In [1]:
import pandas as pd
import numpy as np
import networkx as nx
from utils import *
from algo_evaluation import *

In [2]:
%load_ext autoreload
%autoreload 2

In [3]:
df = load_data()


In [4]:
# select categories to analyze
channels = ['Wirtschaft']

filtered_df, articles_per_user, selected_users = filter_users(df, channels, min_articles=4, max_num_users=2000)
print(f"Number of selected users: {len(selected_users)}")

Number of selected users: 1478


In [5]:
# create graph
weights = iom(selected_users, articles_per_user)
threshold = np.percentile(weights.flatten(), 75)
print(f"Threshold: {threshold}")
graph = build_graph(selected_users, weights, threshold)

  0%|          | 0/1478 [00:00<?, ?it/s]

100%|██████████| 1478/1478 [00:05<00:00, 257.79it/s]


Threshold: 0.0


In [6]:

def greedy_modularity_communities(graph: nx.Graph):
    """
    Perform the greedy modularity algorithm with weights.
    """
    return list(nx.algorithms.community.greedy_modularity_communities(graph, weight='weight'))



def label_propagation_communities(graph: nx.Graph):
    """
    Perform the label propagation algorithm.
    """
    return list(nx.algorithms.community.asyn_lpa_communities(graph, weight='weight'))


def girvan_newmann_communities(graph: nx.Graph):
    """
    Perform the girvan newmann algorithm.
    """
    communities = nx.community.girvan_newman(graph)
    communities = next(communities)     # take the first split (maybe extend this)
    return list(communities)


def girvan_newman_with_weights(graph: nx.Graph):
    """
    Perform the girvan newmann algorithm with weights.
    """
    def most_valuable_edge(G):
        """Returns the edge with the highest betweenness centrality
        in the graph `G`.

        """
        betweenness = nx.edge_betweenness_centrality(G, weight='distance')
        return max(betweenness, key=betweenness.get)
    
    first_node = list(graph.nodes)[0]
    if 'distance' not in graph.nodes[first_node]:
        weights = nx.get_edge_attributes(graph, 'weight').values()
        inverse_weights = [1 / weight for weight in weights]
        nx.set_edge_attributes(graph, dict(zip(graph.edges, inverse_weights)), 'distance')

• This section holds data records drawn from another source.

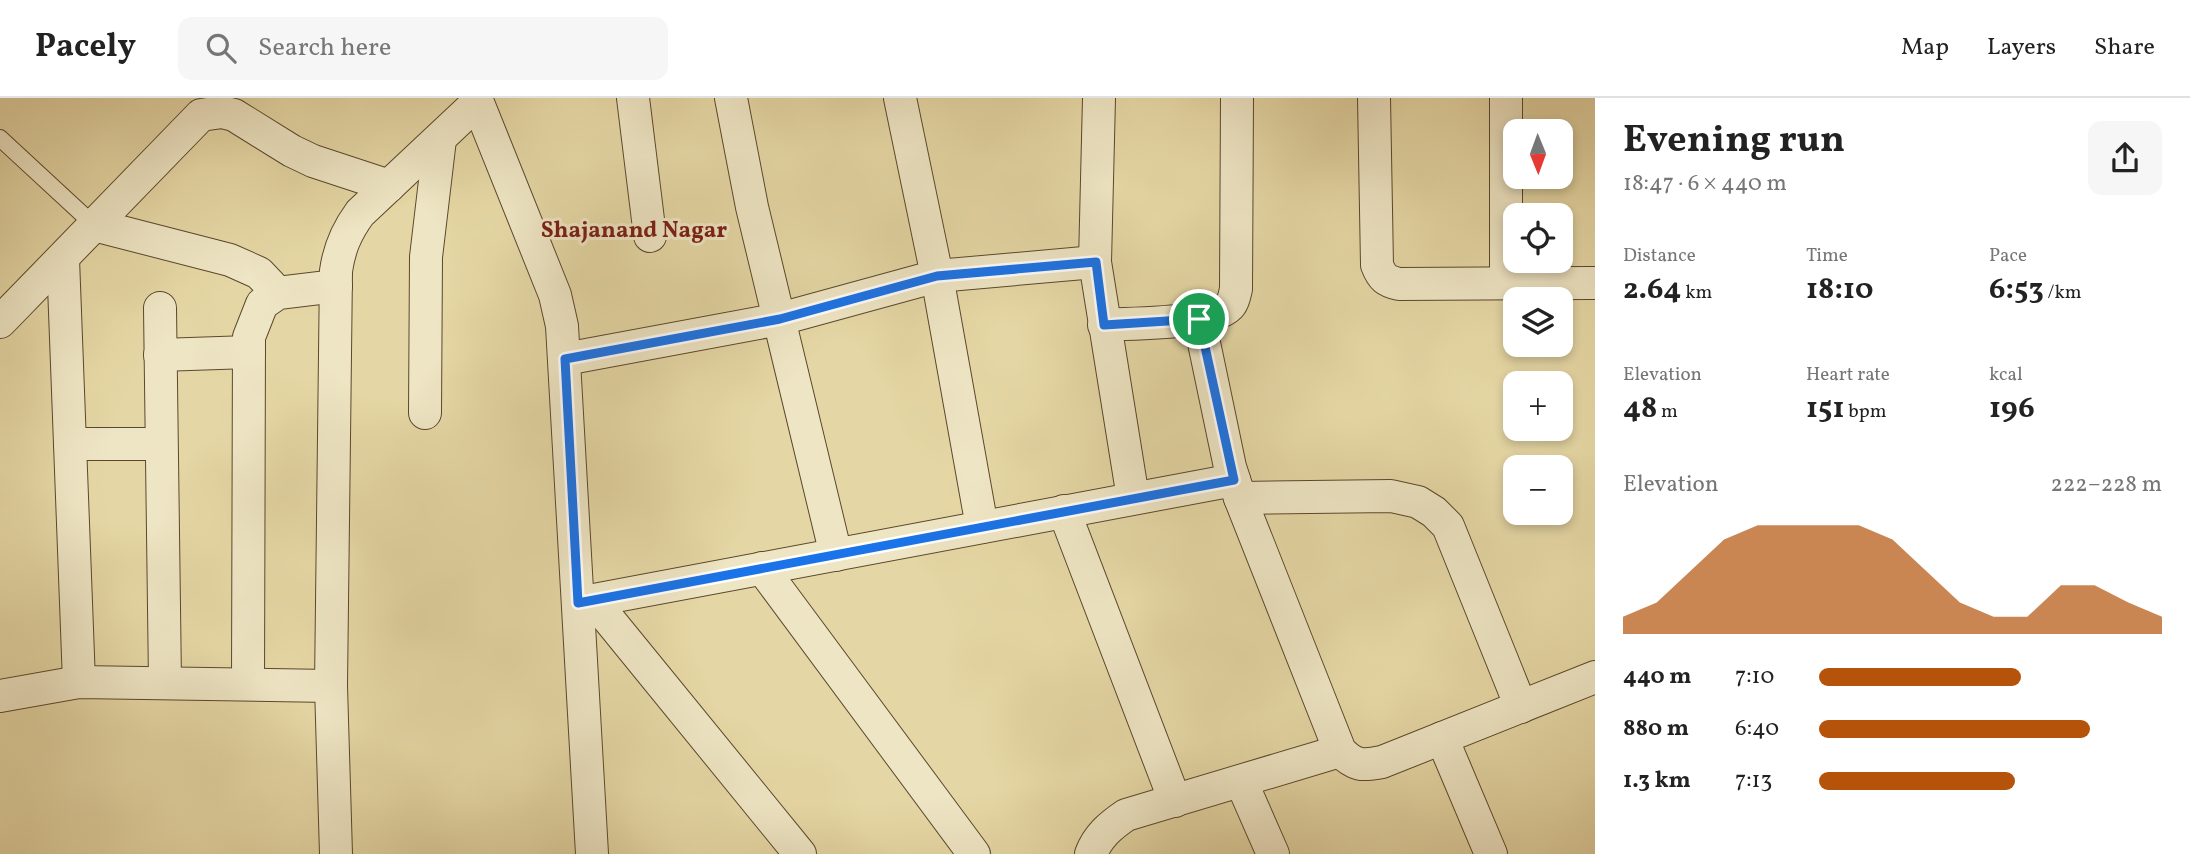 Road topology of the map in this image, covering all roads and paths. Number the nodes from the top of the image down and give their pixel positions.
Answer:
1 (633, 98) edge
2 (731, 98) edge
3 (900, 98) edge
4 (1099, 98) edge
5 (1237, 98) edge
6 (1374, 98) edge
7 (1506, 98) edge
8 (477, 101) edge
9 (0, 138) edge
10 (440, 139) junction
11 (389, 186) junction
12 (94, 225) junction
13 (650, 236) dead end
14 (63, 259) junction
15 (1096, 262) junction
16 (937, 276) junction
17 (1506, 283) junction
18 (1595, 283) edge
19 (336, 286) junction
20 (278, 293) junction
21 (160, 308) dead end
22 (780, 319) junction
23 (1199, 319) junction
24 (0, 322) edge
25 (1104, 325) junction
26 (249, 352) junction
27 (160, 355) junction
28 (565, 359) junction
29 (425, 413) dead end
30 (70, 444) junction
31 (162, 444) junction
32 (1237, 489) junction
33 (1133, 498) junction
34 (1064, 512) junction
35 (982, 527) junction
36 (836, 555) junction
37 (762, 568) junction
38 (585, 602) junction
39 (1595, 677) edge
40 (79, 682) junction
41 (165, 682) junction
42 (248, 684) junction
43 (331, 686) junction
44 (0, 696) edge
45 (1521, 707) junction
46 (1442, 738) junction
47 (1340, 751) junction
48 (1241, 781) junction
49 (1175, 801) junction
50 (336, 854) edge
51 (592, 854) edge
52 (800, 854) edge
53 (974, 854) edge
54 (1091, 854) edge
55 (1273, 854) edge
56 (1491, 854) edge

1 - 13 street
2 - 22 street
3 - 16 street
4 - 15 street
5 - 23 street
6 - 17 street
7 - 17 street
8 - 10 street
8 - 28 street
9 - 12 lane
10 - 11 street
10 - 29 street
11 - 12 street
11 - 19 street
12 - 14 street
12 - 20 street
14 - 24 street
14 - 30 street
15 - 16 street
15 - 25 street
16 - 22 street
16 - 35 street
17 - 18 street
19 - 20 street
19 - 43 street
20 - 26 street
21 - 27 street
22 - 28 street
22 - 36 street
23 - 25 street
23 - 32 street
25 - 33 street
26 - 27 street
26 - 42 street
27 - 31 street
28 - 38 street
30 - 31 street
30 - 40 street
31 - 41 street
32 - 33 street
32 - 45 street
32 - 47 street
33 - 34 street
34 - 35 street
34 - 49 street
35 - 36 street
36 - 37 street
37 - 38 street
37 - 53 street
38 - 51 street
38 - 52 street
39 - 45 street
40 - 41 street
40 - 44 street
41 - 42 street
42 - 43 street
43 - 50 street
45 - 46 street
46 - 47 street
46 - 56 street
47 - 48 street
48 - 49 street
48 - 55 street
49 - 54 street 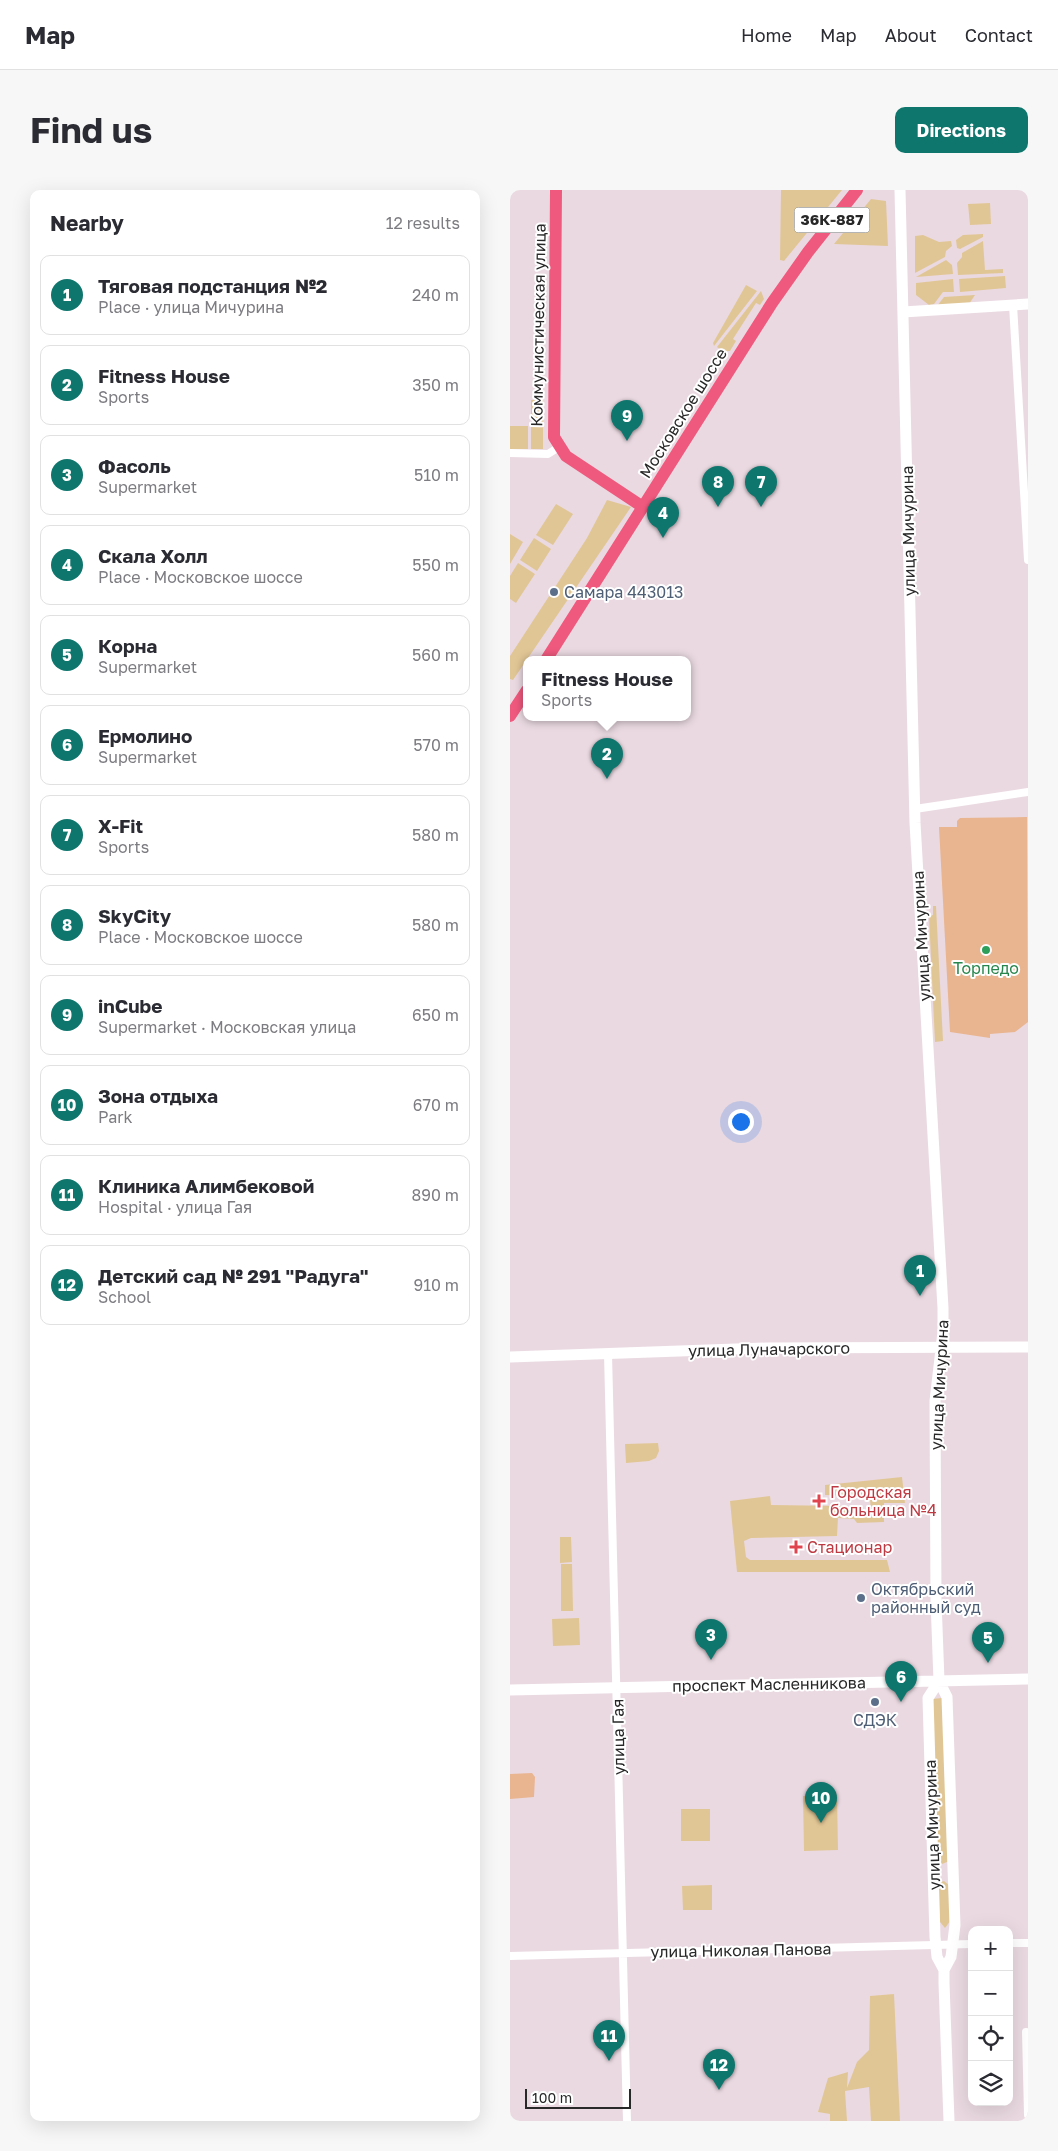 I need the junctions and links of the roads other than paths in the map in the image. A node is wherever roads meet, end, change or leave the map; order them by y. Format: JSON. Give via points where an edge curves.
{"nodes":[{"id":1,"x":556,"y":190,"type":"edge"},
{"id":2,"x":857,"y":190,"type":"edge"},
{"id":3,"x":900,"y":190,"type":"edge"},
{"id":4,"x":1028,"y":304,"type":"edge"},
{"id":5,"x":1013,"y":305,"type":"junction"},
{"id":6,"x":903,"y":312,"type":"junction"},
{"id":7,"x":562,"y":452,"type":"junction"},
{"id":8,"x":510,"y":453,"type":"edge"},
{"id":9,"x":643,"y":507,"type":"junction"},
{"id":10,"x":1028,"y":560,"type":"edge"},
{"id":11,"x":549,"y":656,"type":"edge"},
{"id":12,"x":523,"y":696,"type":"edge"},
{"id":13,"x":510,"y":716,"type":"edge"},
{"id":14,"x":1028,"y":792,"type":"edge"},
{"id":15,"x":915,"y":809,"type":"junction"},
{"id":16,"x":1028,"y":1347,"type":"edge"},
{"id":17,"x":940,"y":1348,"type":"junction"},
{"id":18,"x":608,"y":1354,"type":"junction"},
{"id":19,"x":510,"y":1357,"type":"edge"},
{"id":20,"x":1028,"y":1679,"type":"edge"},
{"id":21,"x":939,"y":1681,"type":"junction"},
{"id":22,"x":616,"y":1687,"type":"junction"},
{"id":23,"x":510,"y":1690,"type":"edge"},
{"id":24,"x":1013,"y":1943,"type":"edge"},
{"id":25,"x":1028,"y":1943,"type":"edge"},
{"id":26,"x":968,"y":1944,"type":"edge"},
{"id":27,"x":936,"y":1946,"type":"junction"},
{"id":28,"x":953,"y":1946,"type":"junction"},
{"id":29,"x":623,"y":1952,"type":"junction"},
{"id":30,"x":510,"y":1956,"type":"edge"},
{"id":31,"x":944,"y":1970,"type":"junction"},
{"id":32,"x":1026,"y":2032,"type":"dead end"},
{"id":33,"x":1028,"y":2114,"type":"edge"},
{"id":34,"x":627,"y":2121,"type":"edge"},
{"id":35,"x":949,"y":2121,"type":"edge"}],
"edges":[{"from":1,"to":7,"type":"main road","name":"Коммунистическая улица","via":[[553,431]]},
{"from":2,"to":9,"type":"main road","name":"Московское шоссе","number":"36К-887","via":[[781,290]]},
{"from":3,"to":6,"type":"main road","name":"улица Мичурина"},
{"from":4,"to":5,"type":"main road"},
{"from":5,"to":6,"type":"main road"},
{"from":5,"to":10,"type":"street"},
{"from":6,"to":15,"type":"main road","name":"улица Мичурина"},
{"from":7,"to":8,"type":"street"},
{"from":7,"to":9,"type":"main road"},
{"from":9,"to":11,"type":"main road","name":"Московское шоссе","number":"36К-887"},
{"from":12,"to":13,"type":"main road"},
{"from":14,"to":15,"type":"street"},
{"from":15,"to":17,"type":"main road","name":"улица Мичурина","via":[[943,1308]]},
{"from":16,"to":17,"type":"main road","name":"улица Луначарского"},
{"from":17,"to":18,"type":"main road","name":"улица Луначарского","via":[[767,1348]]},
{"from":17,"to":21,"type":"main road","name":"улица Мичурина","via":[[934,1454]]},
{"from":18,"to":19,"type":"main road","name":"улица Луначарского"},
{"from":18,"to":22,"type":"street","name":"улица Гая"},
{"from":20,"to":21,"type":"main road","name":"проспект Масленникова"},
{"from":21,"to":22,"type":"main road","name":"проспект Масленникова"},
{"from":21,"to":27,"type":"main road","name":"улица Мичурина","via":[[928,1698]]},
{"from":21,"to":28,"type":"main road","name":"улица Мичурина","via":[[947,1697]]},
{"from":22,"to":23,"type":"main road","name":"проспект Масленникова"},
{"from":22,"to":29,"type":"street","name":"улица Гая"},
{"from":24,"to":25,"type":"street"},
{"from":26,"to":28,"type":"street","name":"улица Николая Панова"},
{"from":27,"to":28,"type":"street","name":"улица Николая Панова"},
{"from":27,"to":29,"type":"street","name":"улица Николая Панова"},
{"from":27,"to":31,"type":"main road","name":"улица Мичурина","via":[[937,1957]]},
{"from":28,"to":31,"type":"main road","name":"улица Мичурина","via":[[952,1957]]},
{"from":29,"to":30,"type":"street","name":"улица Николая Панова"},
{"from":29,"to":34,"type":"street","name":"улица Гая"},
{"from":31,"to":35,"type":"main road","name":"улица Мичурина"},
{"from":32,"to":33,"type":"street"}]} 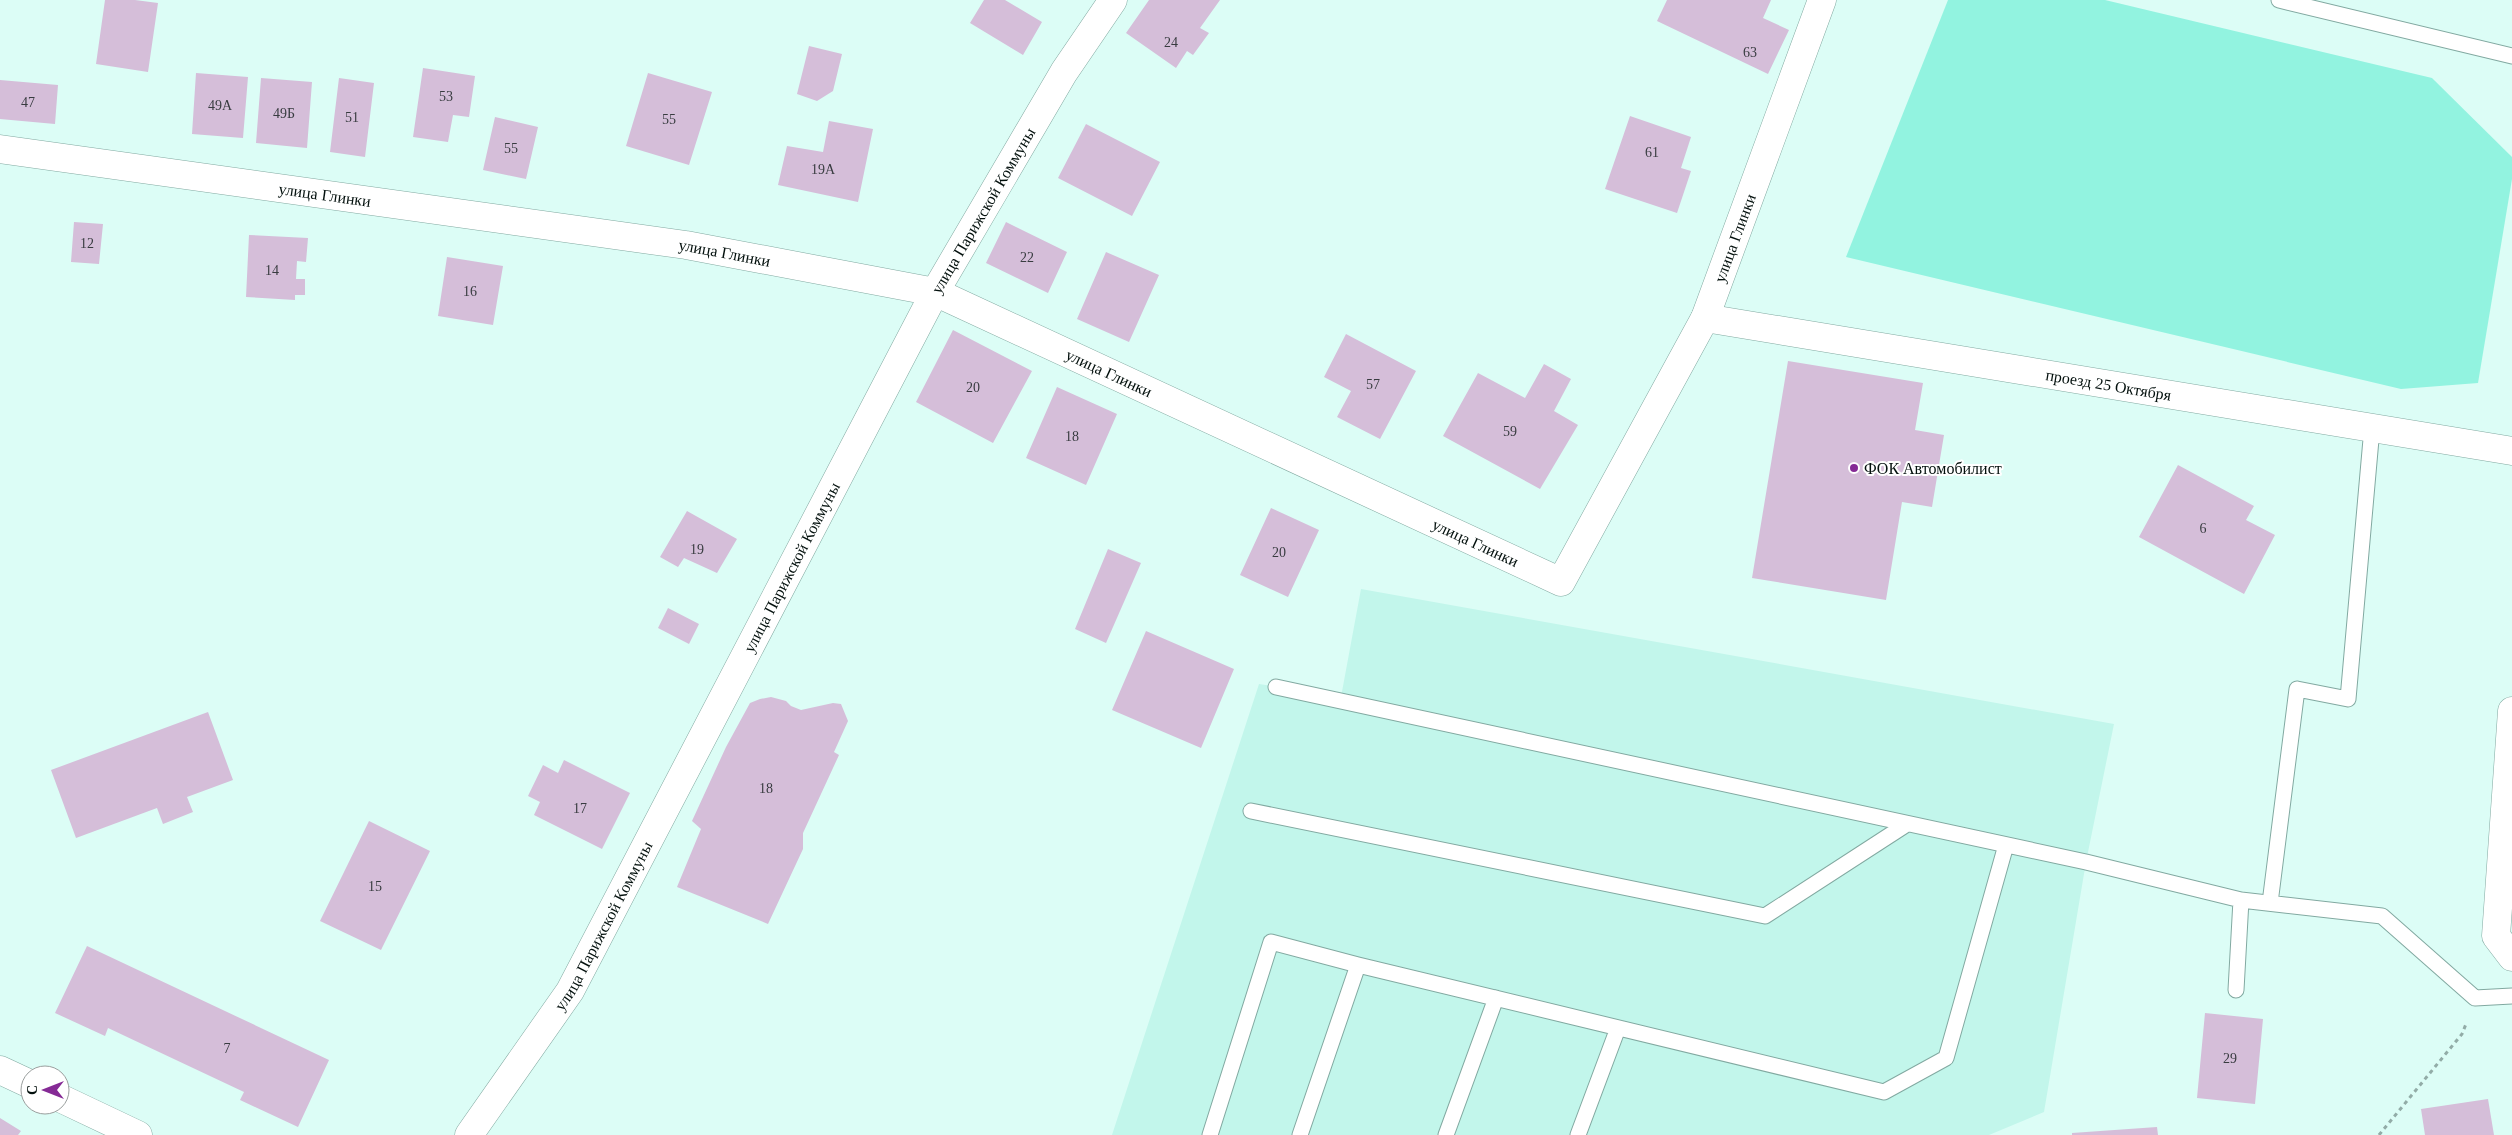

    communities = nx.community.girvan_newman(graph, most_valuable_edge=most_valuable_edge)
    communities = next(communities)     # take the first split (maybe extend this)
    return list(communities)
    

def louvain_communities(graph: nx.Graph):
    """
    Perform the louvain algorithm.
    """
    return list(nx.algorithms.community.louvain_communities(graph, weight='weight'))



algos = {
    'Greedy Modularity': greedy_modularity_communities,
    'Label Propagation': label_propagation_communities,
    'Girvan Newman': girvan_newmann_communities,
    'Girvan Newman with Weights': girvan_newman_with_weights,
    'Louvain': louvain_communities
}


In [10]:
results = perform_algos(graph, algos, True, 60 * 5)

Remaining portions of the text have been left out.